The one piece that had the most impact on me on the topic of control societies is Nick Land's Meltdown, and a lot of his CCRU stuff from his academic days explicitly deals with Deleuze after all.
Man, I have a hard enough time reading Deleuze, but Nick Land can be totally incomprehensible. At times it seems he takes schizoanalysis a bit too literally - I expect any philosopher I read to have made up at least a dozen words or phrases by the end of a work, but with Land every sentence contains a new concept that remains totally undefined.
And then there's "cooking lobsters with jake and dinos" from fanged noumena.
My impression is that rather than decoding his works rationally, you're supposed to kind of soak in the vibe and the high-level concepts, but I don't know if that's due my incomprehension or if it's the intended way to read him.
No I think that's fair. This particular one I think was originally a spoken word performance over jungle music or something and it's more like cyberpunk fiction than a philosophical text.

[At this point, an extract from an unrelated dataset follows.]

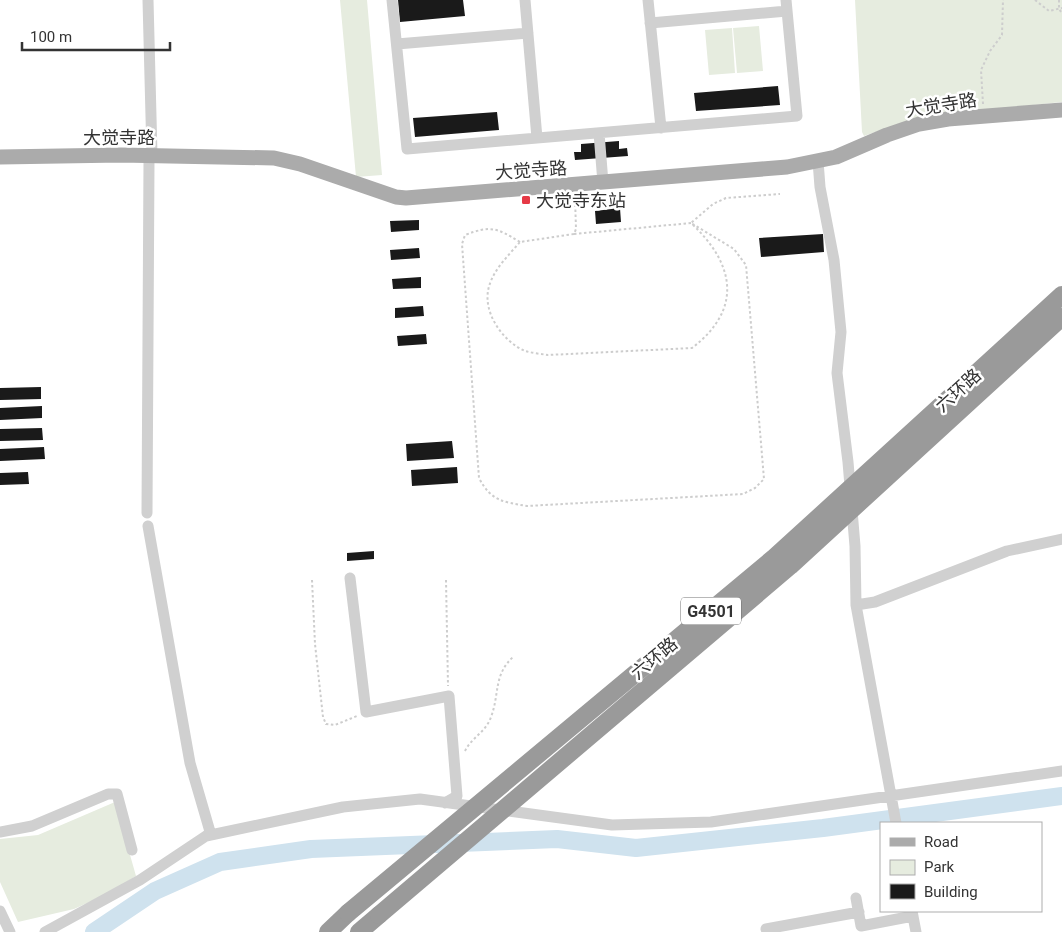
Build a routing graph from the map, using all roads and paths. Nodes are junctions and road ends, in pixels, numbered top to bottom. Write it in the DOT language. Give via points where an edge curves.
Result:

And when you get to his later work and he goes into numerology it gets really weird. It takes a while to get used to but there's some truly insightful stuff in his earlier, more coherent work in particular. And he had an underrated influence on a lot of British cultural figures all across the spectrum.
I'm... more familiar with Land's more recent works, but in my understanding that is a more recent turn, and the CCRU stuff I'd find more agreeable, but I haven't gotten around to it. I'll read this later, thank you.
http://www.ccru.net/swarm1/1_melt.htm
It's incredible to me that this was published in 1995 rereading it today.